What counts as knowledge? For a long time, in the field of epistemology, it was commonly held that true beliefs, accompanied by relevant justification, constitute knowledge. That is, if I believe something to be true, it is true, and I can justify why, then I possess knowledge.
But what counts as justification is up to debate. With zero justification I open up my claim to epistemic luck: be correct by chance. Say, I might believe I know which side a flipped coin will land on because (my justification is) tails never fails; however, the coin showing tails doesn’t render me omniscient about flipped coins.
Generally, justification requires evidence bases, causal explanations, memories, logic—something (inside or outside our minds) which gives reason to believe. For example, I am justified in believing that Ljubljana is the capital of the Slovenia because I’ve been there and I’ve done research on it.
However, in a famously short paper, Edmund Gettier (1963) came up with counterexamples to derail JTB. The following is ‘Case II’.

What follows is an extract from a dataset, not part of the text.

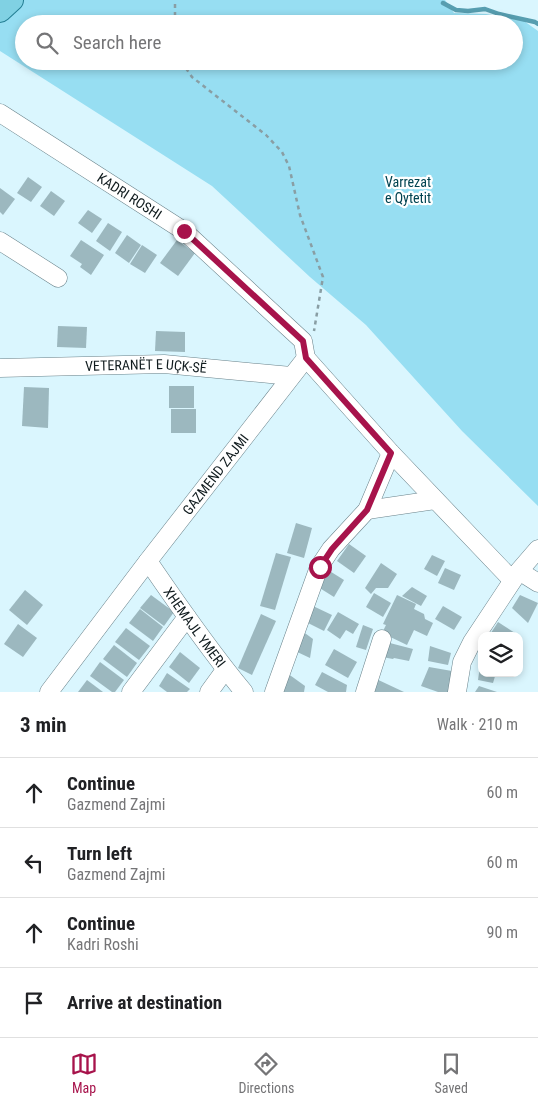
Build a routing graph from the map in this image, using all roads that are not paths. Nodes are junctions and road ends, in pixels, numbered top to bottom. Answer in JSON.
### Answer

(i) There is strong evidence that Jones owns a Ford: a witness, Smith, remembers seeing him in it; Smith was even offered a ride; Smith also validly infers these events from his written calendar. Therefore, Smith holds a justifiable belief.
(ii) Smith has another friend, Brown, of whose whereabouts he is totally ignorant. Smith guesses Boston, Barcelona, or Brest-Litovsk.
(iii) Smith now has a go at constructing arguments on these beliefs. Consider this one: Either Jones owns a Ford or Brown is in Barcelona, which is justified in virtue of entailing (i) despite (ii) being a complete guess.
It turns out, though, that (ii) is right: Brown is in Barcelona! However—plot twist—Smith’s Ford is a rental car! Drama. What can we say?
Well, despite (i) being justified and despite (ii) being correct Smith didn’t know either, causing (iii) to collapse. JTB fails: its conditions were insufficient for knowledge. Damn it.
Here are some other examples to think about:
- Bertrand Russell was aware of JTB's issues long before Gettier's formulations. Russell used a broken watch as an example. In one instance, when Alice checks the watch, the watch displays the 'correct time' (2 o'clock) at 14:00. However, unbeknownst to Alice, the watch stopped at 02:00. Therefore, even though Alice has justification for believing it to be 14:00 and even though she is right, she didn't know it to be the case.
- A doctor makes a diagnosis of X based on evidence; but, as the disease develops, it reveals itself to be Y. Still, the doctor's initial diagnosis represents a justified true belief.
- Robbert Brandom used chicken-sexers to exemplify the problem. Chicken-sexers palpably identify which sex chickens are—and do so reliably—but they have no idea how they do it. Can they claim they know how, given their high accuracy?